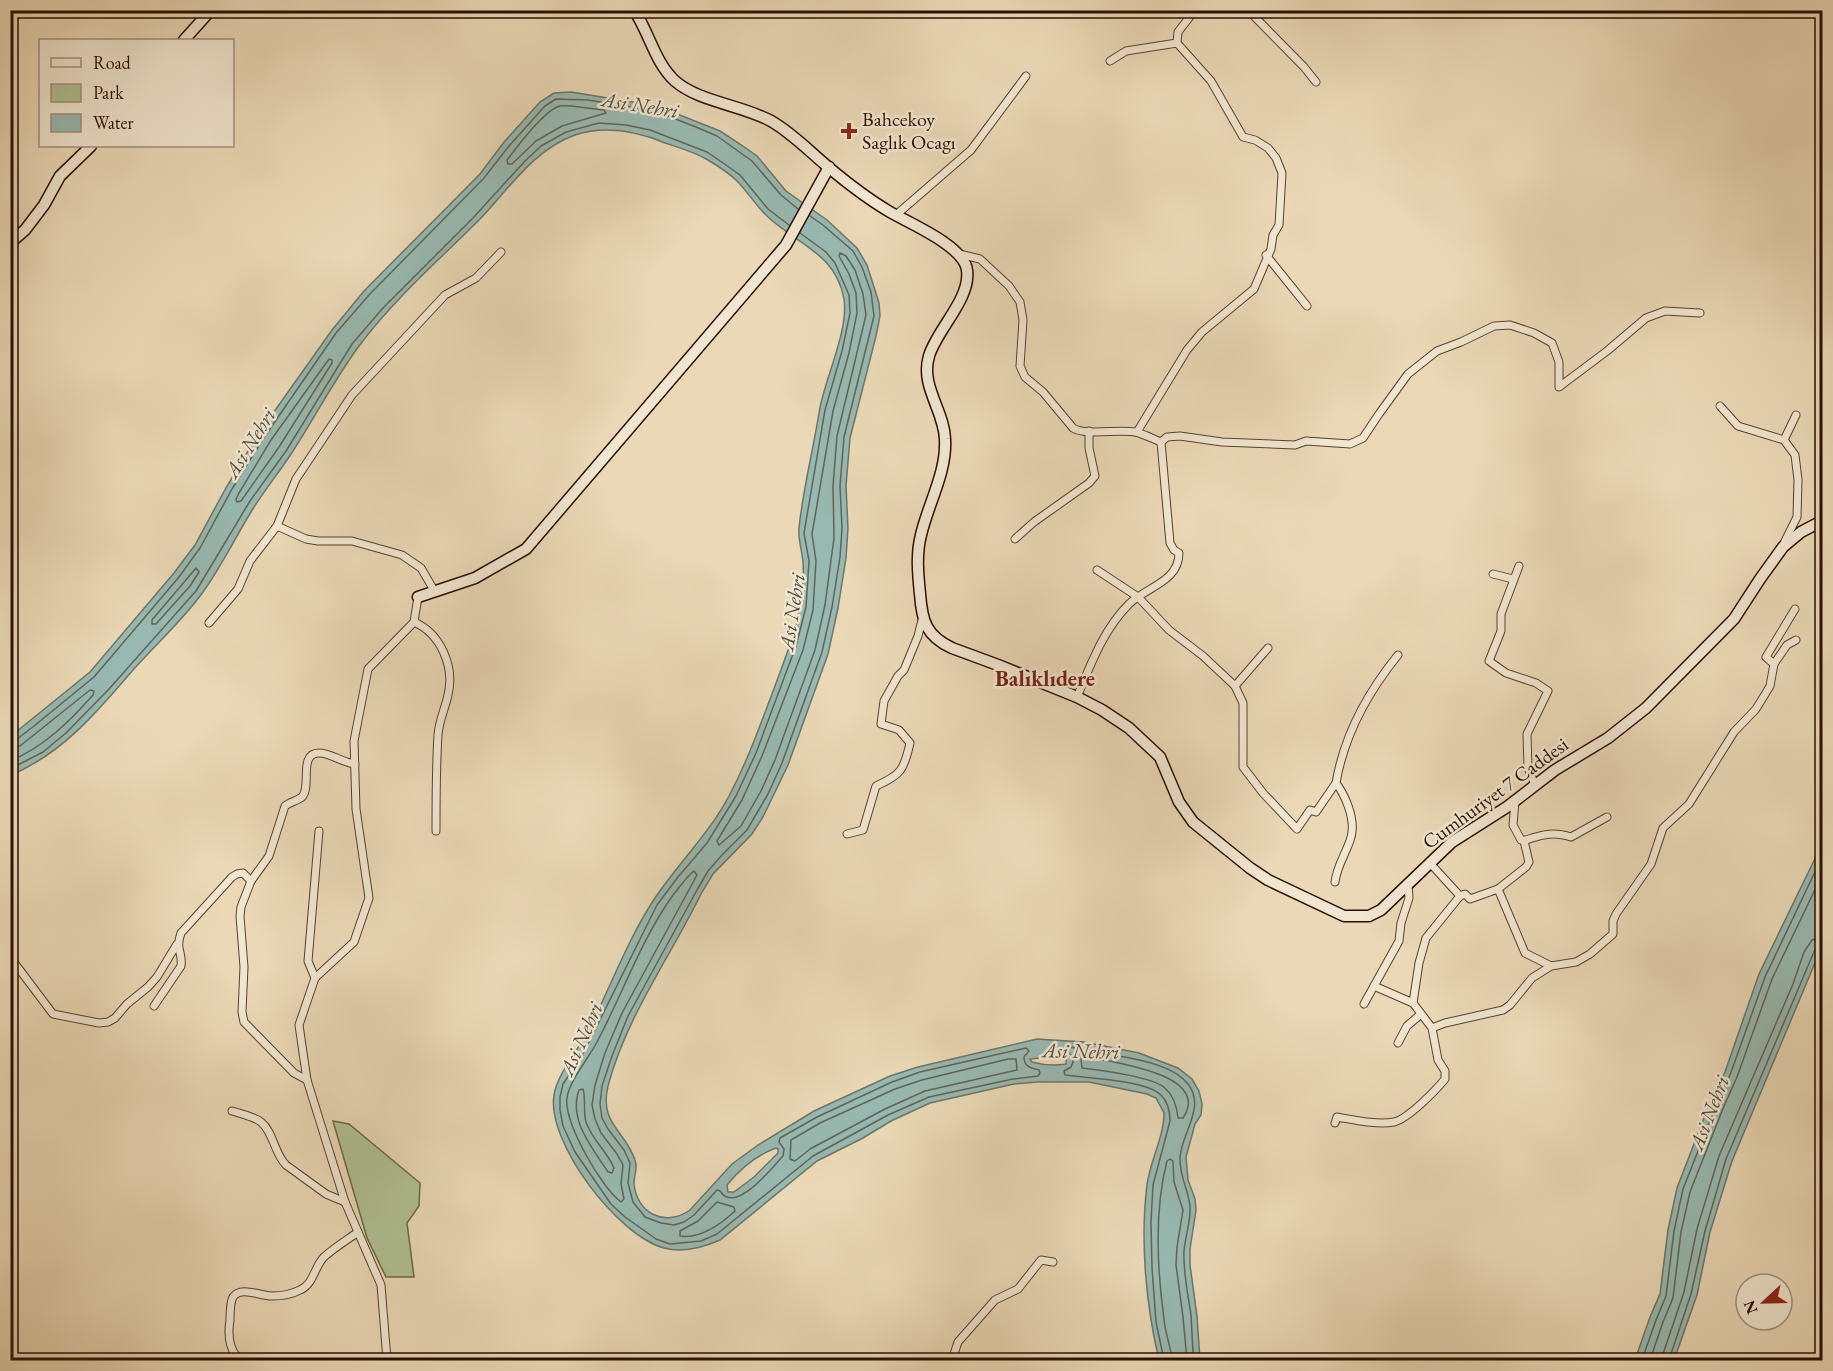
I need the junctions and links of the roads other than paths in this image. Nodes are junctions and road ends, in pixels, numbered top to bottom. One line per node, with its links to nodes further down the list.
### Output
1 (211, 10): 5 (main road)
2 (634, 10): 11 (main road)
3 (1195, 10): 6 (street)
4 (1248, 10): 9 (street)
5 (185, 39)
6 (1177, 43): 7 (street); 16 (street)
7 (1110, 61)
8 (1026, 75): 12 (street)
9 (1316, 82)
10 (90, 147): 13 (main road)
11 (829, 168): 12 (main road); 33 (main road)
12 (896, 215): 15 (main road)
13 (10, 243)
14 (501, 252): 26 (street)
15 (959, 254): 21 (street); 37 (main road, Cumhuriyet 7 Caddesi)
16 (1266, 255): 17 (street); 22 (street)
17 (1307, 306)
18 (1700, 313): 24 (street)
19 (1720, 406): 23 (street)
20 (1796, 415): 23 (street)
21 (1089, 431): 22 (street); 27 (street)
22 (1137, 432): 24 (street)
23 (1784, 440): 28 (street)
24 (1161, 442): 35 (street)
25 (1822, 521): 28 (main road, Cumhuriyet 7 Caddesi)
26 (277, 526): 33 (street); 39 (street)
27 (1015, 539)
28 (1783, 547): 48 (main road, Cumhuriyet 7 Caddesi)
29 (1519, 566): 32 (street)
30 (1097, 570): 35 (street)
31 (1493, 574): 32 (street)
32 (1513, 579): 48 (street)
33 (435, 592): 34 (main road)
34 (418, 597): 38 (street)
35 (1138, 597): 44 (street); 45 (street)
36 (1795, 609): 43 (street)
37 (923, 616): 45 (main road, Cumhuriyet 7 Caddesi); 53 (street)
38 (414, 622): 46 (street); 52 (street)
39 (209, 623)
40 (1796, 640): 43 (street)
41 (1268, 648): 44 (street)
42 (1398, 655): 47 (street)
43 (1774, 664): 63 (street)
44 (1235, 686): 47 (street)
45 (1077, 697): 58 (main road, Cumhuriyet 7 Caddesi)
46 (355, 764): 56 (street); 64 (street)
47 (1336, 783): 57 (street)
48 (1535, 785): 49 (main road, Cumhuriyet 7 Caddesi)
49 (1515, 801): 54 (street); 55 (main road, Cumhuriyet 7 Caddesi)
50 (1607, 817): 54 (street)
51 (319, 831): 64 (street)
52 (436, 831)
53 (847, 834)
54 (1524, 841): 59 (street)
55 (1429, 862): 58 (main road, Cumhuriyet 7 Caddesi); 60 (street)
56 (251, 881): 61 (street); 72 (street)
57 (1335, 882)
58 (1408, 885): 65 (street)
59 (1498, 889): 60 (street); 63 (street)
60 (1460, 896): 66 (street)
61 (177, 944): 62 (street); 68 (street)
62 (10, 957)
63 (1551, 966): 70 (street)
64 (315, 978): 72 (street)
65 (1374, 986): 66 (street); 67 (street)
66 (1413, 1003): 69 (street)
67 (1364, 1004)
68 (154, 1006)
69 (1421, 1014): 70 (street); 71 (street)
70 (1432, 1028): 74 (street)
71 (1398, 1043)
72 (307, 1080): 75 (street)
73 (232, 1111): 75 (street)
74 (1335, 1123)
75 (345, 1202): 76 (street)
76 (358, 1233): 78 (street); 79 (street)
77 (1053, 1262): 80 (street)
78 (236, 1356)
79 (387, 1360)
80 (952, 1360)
==*==
> [Problem to solve]: Set down the full listing above with its wording unchanged. Leave out its images.

> [Task result]:
I need the junctions and links of the roads other than paths in this image. Nodes are junctions and road ends, in pixels, numbered top to bottom. One line per node, with its links to nodes further down the list.
### Output
1 (211, 10): 5 (main road)
2 (634, 10): 11 (main road)
3 (1195, 10): 6 (street)
4 (1248, 10): 9 (street)
5 (185, 39)
6 (1177, 43): 7 (street); 16 (street)
7 (1110, 61)
8 (1026, 75): 12 (street)
9 (1316, 82)
10 (90, 147): 13 (main road)
11 (829, 168): 12 (main road); 33 (main road)
12 (896, 215): 15 (main road)
13 (10, 243)
14 (501, 252): 26 (street)
15 (959, 254): 21 (street); 37 (main road, Cumhuriyet 7 Caddesi)
16 (1266, 255): 17 (street); 22 (street)
17 (1307, 306)
18 (1700, 313): 24 (street)
19 (1720, 406): 23 (street)
20 (1796, 415): 23 (street)
21 (1089, 431): 22 (street); 27 (street)
22 (1137, 432): 24 (street)
23 (1784, 440): 28 (street)
24 (1161, 442): 35 (street)
25 (1822, 521): 28 (main road, Cumhuriyet 7 Caddesi)
26 (277, 526): 33 (street); 39 (street)
27 (1015, 539)
28 (1783, 547): 48 (main road, Cumhuriyet 7 Caddesi)
29 (1519, 566): 32 (street)
30 (1097, 570): 35 (street)
31 (1493, 574): 32 (street)
32 (1513, 579): 48 (street)
33 (435, 592): 34 (main road)
34 (418, 597): 38 (street)
35 (1138, 597): 44 (street); 45 (street)
36 (1795, 609): 43 (street)
37 (923, 616): 45 (main road, Cumhuriyet 7 Caddesi); 53 (street)
38 (414, 622): 46 (street); 52 (street)
39 (209, 623)
40 (1796, 640): 43 (street)
41 (1268, 648): 44 (street)
42 (1398, 655): 47 (street)
43 (1774, 664): 63 (street)
44 (1235, 686): 47 (street)
45 (1077, 697): 58 (main road, Cumhuriyet 7 Caddesi)
46 (355, 764): 56 (street); 64 (street)
47 (1336, 783): 57 (street)
48 (1535, 785): 49 (main road, Cumhuriyet 7 Caddesi)
49 (1515, 801): 54 (street); 55 (main road, Cumhuriyet 7 Caddesi)
50 (1607, 817): 54 (street)
51 (319, 831): 64 (street)
52 (436, 831)
53 (847, 834)
54 (1524, 841): 59 (street)
55 (1429, 862): 58 (main road, Cumhuriyet 7 Caddesi); 60 (street)
56 (251, 881): 61 (street); 72 (street)
57 (1335, 882)
58 (1408, 885): 65 (street)
59 (1498, 889): 60 (street); 63 (street)
60 (1460, 896): 66 (street)
61 (177, 944): 62 (street); 68 (street)
62 (10, 957)
63 (1551, 966): 70 (street)
64 (315, 978): 72 (street)
65 (1374, 986): 66 (street); 67 (street)
66 (1413, 1003): 69 (street)
67 (1364, 1004)
68 (154, 1006)
69 (1421, 1014): 70 (street); 71 (street)
70 (1432, 1028): 74 (street)
71 (1398, 1043)
72 (307, 1080): 75 (street)
73 (232, 1111): 75 (street)
74 (1335, 1123)
75 (345, 1202): 76 (street)
76 (358, 1233): 78 (street); 79 (street)
77 (1053, 1262): 80 (street)
78 (236, 1356)
79 (387, 1360)
80 (952, 1360)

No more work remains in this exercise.